I promised myself that I wasn’t going to do much writing for this newsletter until I filed my next book chapter. (It’s almost done, Virginia!1) But I’m going to give myself an out because most of what I want to say can be expressed in a single table. In a poll released yesterday of the Iowa caucuses, Donald Trump led Ron DeSantis 42-19, with Tim Scott in third place at 9 percent. The poll was sponsored by NBC News and the Des Moines Register and conducted by J. Ann Selzer, who is a great pollster. It’s a nice lead for the former president — showing a race a good deal tighter than in national polls, but roughly in line with other recent polls of Iowa.
But here’s the thing: anybody who has studied the Iowa caucuses can tell you that a polling lead doesn’t mean all that much at this point — not even a 23-point lead.
Here’s that chart I teased. It compares the late summer2 Des Moines Register Iowa caucus poll against the actual results for every contested3 caucus since 1980.
The poll leader at this point won seven caucuses and lost eight, so they’re batting a little under .500. And a lot of the misses are recent. In fact, no candidate since 2004 who led the late-summer Des Moines Register poll actually went on to win the Iowa caucuses — except for Hillary Clinton in 2016, who just barely did.
That’s not necessarily the best way to look this, since Trump’s lead is larger than most frontrunners. Nonetheless, the average difference between the candidate’s lead in the late-summer DMR poll and his or her margin of victory or defeat in the actual caucuses was 17 points. In other words, Trump, with his 23-point lead, is not much more than a normal-sized polling error ahead of the competition.
Moreover, almost all of those errors went in the wrong direction from Trump’s perspective, with the frontrunner losing ground. Ted Kennedy, for instance, led Jimmy Carter in August 1979 by the same 23-point margin that Trump holds against DeSantis now — but he wound up getting crushed in the caucuses by 28 points.
So it felt a bit off to see headlines touting Trump’s lead as commanding or dominant. Characterizing a poll benefits from historical context. Historically speaking, a 23-point lead on the night before a general election is commanding. The candidate is essentially always going to win. But a 23-point lead five months before the Iowa caucuses is not especially safe at all.

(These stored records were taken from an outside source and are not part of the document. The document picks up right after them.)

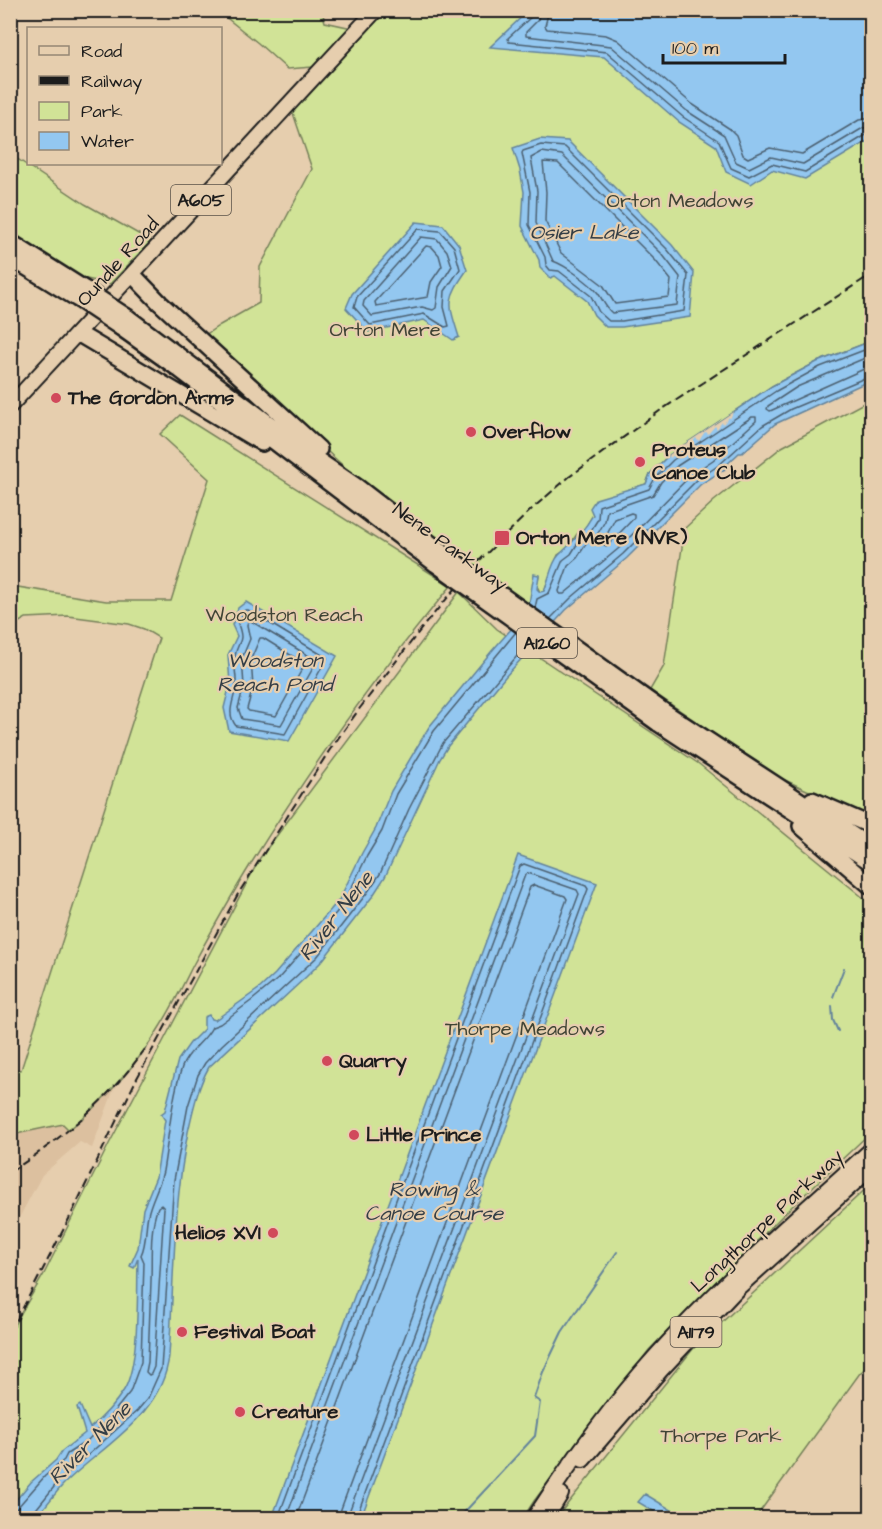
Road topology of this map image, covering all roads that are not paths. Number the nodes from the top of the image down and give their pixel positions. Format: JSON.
{"nodes":[{"id":1,"x":376,"y":10,"type":"edge"},
{"id":2,"x":10,"y":242,"type":"edge"},
{"id":3,"x":10,"y":257,"type":"edge"},
{"id":4,"x":133,"y":275,"type":"junction"},
{"id":5,"x":82,"y":295,"type":"junction"},
{"id":6,"x":79,"y":334,"type":"junction"},
{"id":7,"x":10,"y":406,"type":"edge"},
{"id":8,"x":351,"y":491,"type":"junction"},
{"id":9,"x":764,"y":785,"type":"junction"},
{"id":10,"x":872,"y":826,"type":"edge"},
{"id":11,"x":872,"y":848,"type":"edge"},
{"id":12,"x":872,"y":863,"type":"edge"},
{"id":13,"x":872,"y":886,"type":"edge"},
{"id":14,"x":872,"y":1149,"type":"edge"},
{"id":15,"x":872,"y":1167,"type":"edge"},
{"id":16,"x":534,"y":1518,"type":"edge"},
{"id":17,"x":546,"y":1518,"type":"edge"}],
"edges":[{"from":1,"to":4,"type":"main road","name":"Oundle Road","number":"A605"},
{"from":2,"to":5,"type":"highway","name":"Nene Parkway","number":"A1260"},
{"from":3,"to":5,"type":"highway","name":"Nene Parkway","number":"A1260"},
{"from":4,"to":6,"type":"main road","name":"Oundle Road","number":"A605"},
{"from":4,"to":8,"type":"highway"},
{"from":5,"to":8,"type":"highway","name":"Nene Parkway","number":"A1260","bridge":true},
{"from":6,"to":7,"type":"main road","name":"Oundle Road","number":"A605"},
{"from":6,"to":8,"type":"highway"},
{"from":8,"to":9,"type":"highway","name":"Nene Parkway","number":"A1260","bridge":true},
{"from":9,"to":10,"type":"highway"},
{"from":9,"to":11,"type":"highway","name":"Nene Parkway","number":"A1260"},
{"from":9,"to":12,"type":"highway","name":"Nene Parkway","number":"A1260"},
{"from":9,"to":13,"type":"highway"},
{"from":14,"to":16,"type":"main road","name":"Longthorpe Parkway","number":"A1179"},
{"from":15,"to":17,"type":"main road","name":"Longthorpe Parkway","number":"A1179"}]}
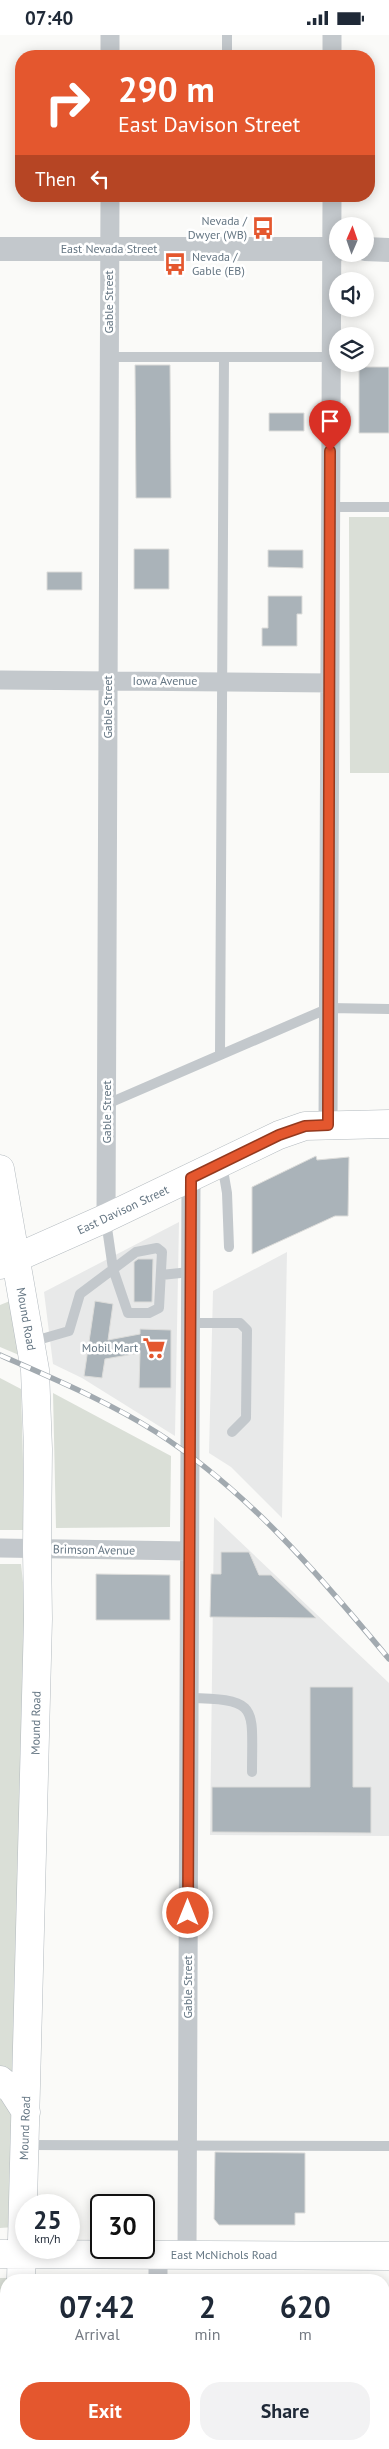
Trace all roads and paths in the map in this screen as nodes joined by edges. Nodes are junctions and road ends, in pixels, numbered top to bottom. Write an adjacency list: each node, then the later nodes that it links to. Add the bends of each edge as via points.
1 (110, 35): 4 (street)
2 (227, 35): 5 (lane)
3 (332, 35): 6 (street)
4 (110, 50)
5 (227, 50)
6 (332, 50)
7 (110, 202): 11 (street, Gable Street)
8 (332, 202): 9 (street)
9 (333, 217)
10 (0, 249): 11 (street, East Nevada Street)
11 (110, 249): 12 (street, East Nevada Street); 17 (street, Gable Street)
12 (329, 249)
13 (374, 249): 14 (street)
14 (389, 249)
15 (333, 263): 16 (street)
16 (331, 327)
17 (109, 357): 18 (lane); 24 (street, Gable Street)
18 (224, 357): 19 (lane); 25 (lane)
19 (329, 357)
20 (330, 372): 21 (street)
21 (330, 507): 22 (lane); 26 (street)
22 (389, 507)
23 (0, 680): 24 (street, Iowa Avenue)
24 (108, 681): 25 (street, Iowa Avenue); 30 (street, Gable Street)
25 (222, 682): 26 (street, Iowa Avenue); 29 (lane)
26 (330, 683): 27 (street)
27 (329, 1008): 28 (lane); 29 (lane); 32 (street)
28 (389, 1009)
29 (220, 1055): 30 (lane)
30 (107, 1104): 36 (street, Gable Street)
31 (389, 1124): 32 (main road, East Davison Street)
32 (328, 1125): 33 (main road, East Davison Street, via 296,1129)
33 (222, 1163): 35 (main road, East Davison Street); 37 (lane, via 227,1193)
34 (0, 1169): 38 (main road, Mound Road)
35 (191, 1178): 36 (main road, East Davison Street); 40 (street, Gable Street)
36 (106, 1219): 38 (main road, East Davison Street); 39 (lane)
37 (228, 1247)
38 (8, 1261): 43 (main road, Mound Road)
39 (113, 1269): 41 (lane, via 136,1252 157,1248 162,1252); 41 (lane, via 128,1313 149,1313 160,1308); 43 (lane, via 80,1294 70,1331)
40 (190, 1272): 41 (lane); 42 (street, Gable Street)
41 (161, 1275)
42 (190, 1323): 44 (lane, via 240,1323 247,1330 246,1418); 47 (street, Gable Street)
43 (30, 1342): 46 (main road, Mound Road, via 35,1370 38,1449)
44 (232, 1432)
45 (0, 1548): 46 (street, Brimson Avenue)
46 (37, 1549): 47 (street, Brimson Avenue); 51 (main road, Mound Road)
47 (188, 1551): 48 (street, Gable Street)
48 (188, 1698): 49 (lane, via 238,1702 248,1709 252,1719); 54 (street, Gable Street)
49 (252, 1771)
50 (0, 2081): 51 (main road, via 12,2090)
51 (26, 2112): 52 (main road, Mound Road)
52 (25, 2145): 54 (lane); 57 (main road, Mound Road)
53 (389, 2146): 54 (lane)
54 (187, 2147): 55 (street, Gable Street)
55 (187, 2255): 56 (main road, East McNichols Road); 58 (main road, East McNichols Road)
56 (389, 2256)
57 (14, 2263): 58 (main road, East McNichols Road)
58 (158, 2267)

Look, I think Trump is the favorite to win the GOP nomination; in fact, his price at prediction markets (68 percent) seems probably too low.4 As many recent candidates have shown, including Trump in 2016 and Joe Biden in 2020, you absolutely do not need to win the Iowa caucuses to win your party’s nomination.
But the Iowa polls — and to some degree the New Hampshire ones — are probably the least persuasive part of the case for buying Trump stock. Those states are famously volatile, with winners like Rick Santorum, John Kerry, George H.W. Bush and Pete Buttigieg5 having come from far behind, often quite late in the race. It’s not great for Trump that highly politically engaged voters in Iowa who have taken a longer look at the race have shown more curiosity about the alternatives. Those voters could leave just a crack of daylight open for DeSantis or Scott — both of whom had better net favorables than Trump in the DMR poll — perhaps along with other candidates.
Virginia is my editor.
I used the poll with a final field date as close to Aug. 16 as possible.
In 1992, other Democratic candidates essentially conceded the race to Iowa Sen. Tom Harkin. So that year is excluded, as are years when an incumbent president faced only token opposition.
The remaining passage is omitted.